The Dr. Penrose Guild was honored Feb. 29 at a dedication ceremony for its contribution to the construction of a new wing of surgical and pediatric intensive care units at Mary Bridge Children’s Hospital in Tacoma. The 38 groups comprising the Mary Bridge Brigade, including Penrose, raised a combined $2.5 million.
Longtime guild member Joyce Tovey said, “It is just top-of-the-line everything. Every room is private, every room has places for the parents to stay, the nurses can watch things from right outside the door without being in the room.”
“The money was raised over quite a period of time,” said Rosie Rosenbach, the new guild president. “Most of the guilds are like us. They’re working all the time.”
The Dr. Penrose Guild raises money locally in several ways: through monthly member donations, a new fundraising luncheon and fashion show, and an upcoming event called the Taste of Wine in the fall. Volunteers also donate homemade clothes and blankets, and participate in the annual Mary Bridge Festival of Trees, a winter event that raises funds by auctioning off elaborately decorated Christmas Trees.
The Dr. Penrose Guild was founded in 1956. “It’s kind of amazing that it’s been continuous since that time,” Tovey said. “It was the same concept; everybody just had lunch every month and raised money to go to the hospital. They also volunteered like we do today. You can go into Tree House, for instance, and serve meals for the people there. I knit hats for the babies.”
“We also donate soaps and other supplies for the parents at Tree House,” Rosenbach said.
Tree House is a newly remodeled apartment building next to Mary Bridge where families can stay at low or no cost while their children are in the hospital. The name comes from the role the Mary Bridge Festival of Trees played in funding it.
One local KP family got to know Tree House.
Lakebay resident Amy Shaver’s teenage daughter was driving home alone in the early hours of Aug. 30, 2014. It was raining for the first time in weeks, the roads were slick, and she was impaired. She had told her parents she was going to a friend’s party on the eve of her junior year in high school, then called for a ride home, then left before they arrived. She drove into a tree, severely injuring her skull and torso. She was transported to Mary Bridge and put on life support. She was alive but brain scans showed no other activity.
“It was crazy,” Shaver said. “You’re like, what happened here? And then you don’t know what’s going to happen. You don’t know if she’s going to make it, if she’s going to wake up, if she’s going to know who you are.”
Shaver stayed in her daughter’s room for two days before learning about Tree House, just across the street.
“They got me my own apartment,” Shaver said. “They had refrigerators and pantries stocked, facilities for laundry, entertainment. They’d come in and cook a dinner for the families once a week where’d you get to meet everybody. But you don’t really talk about why you’re there, because that’s time when you don’t want to be thinking about it.

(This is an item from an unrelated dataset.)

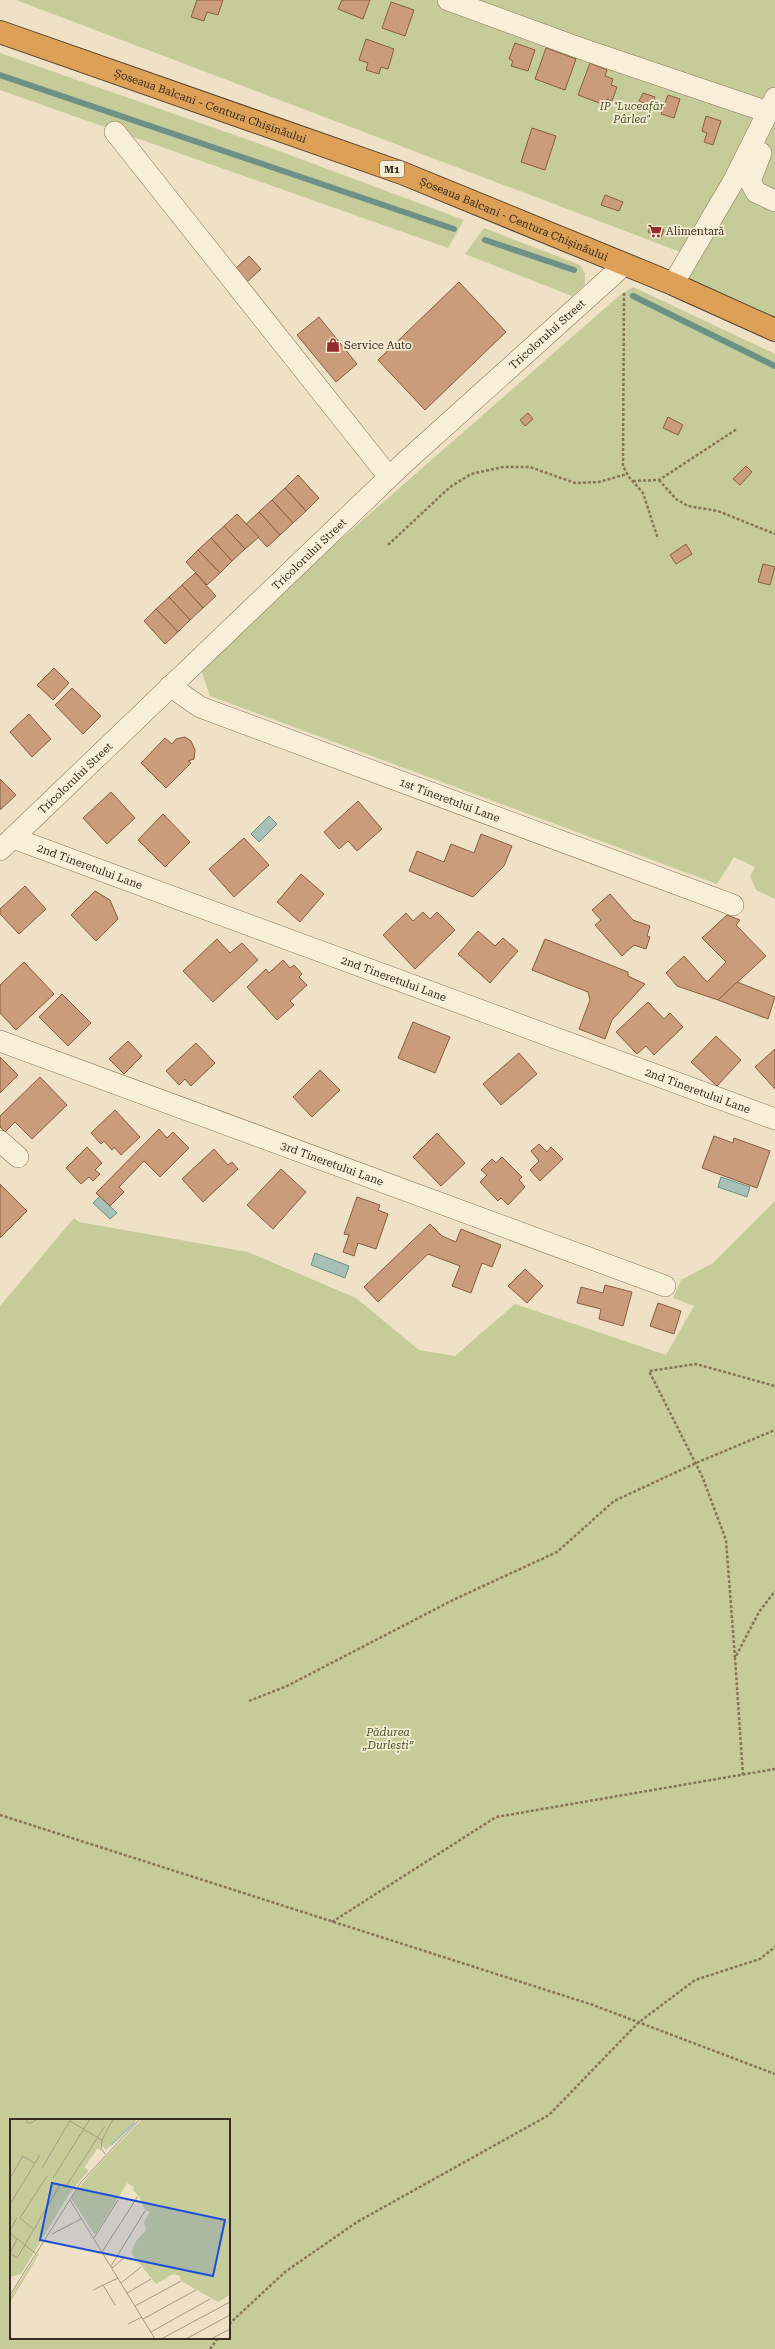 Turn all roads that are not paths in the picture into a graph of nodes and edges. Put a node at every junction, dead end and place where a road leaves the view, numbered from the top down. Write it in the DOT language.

“After a week, we had just been talking [to my daughter] and visiting and she was just out, of course, but as soon as I got back to Tree House that night, the nurse called me and said she woke up and yanked out her breathing tube,” Shaver said.
“I didn’t know if she was going to know who I was, and I walk in and she says, ‘Mom!’ That was really emotional,” Shaver said.
Her daughter didn’t remember anything or understand what was happening. “She just knew I was there,” she said.
Shaver stayed at Tree House for a month. “It was just amazing that they provided that service. I think they charged me, like, $20 a day, and I had a chore to do,” she said.
There are 20 units that can accommodate 42 guests. “They were full, all the time,” she said.
“I didn’t even know the Tree House was supported through them [the Dr. Penrose Guild] until I started reading the plaques on the wall, and I thought, ‘Oh my gosh, these are our people out on the peninsula,'” Shaver said.
After a month, Shaver’s daughter was transferred to the University of Washington Medical Center in Seattle for three weeks of physical therapy. “She had to learn to walk again. Talk. Spell. Everything,” she said.
“She’s doing good now. Working two jobs part-time,” said Shaver, but it will take years for her to get back to where she was. “She’s got two years of high school left but won’t start again for another four,” she said.
Her daughter still talks about her pre-accident dreams of becoming a doctor or a nurse. “She’s got to do a lot to get there,” Shaver said. “I don’t know if that will ever happen but, hey, they didn’t think she’d be able to do what she’s doing now.”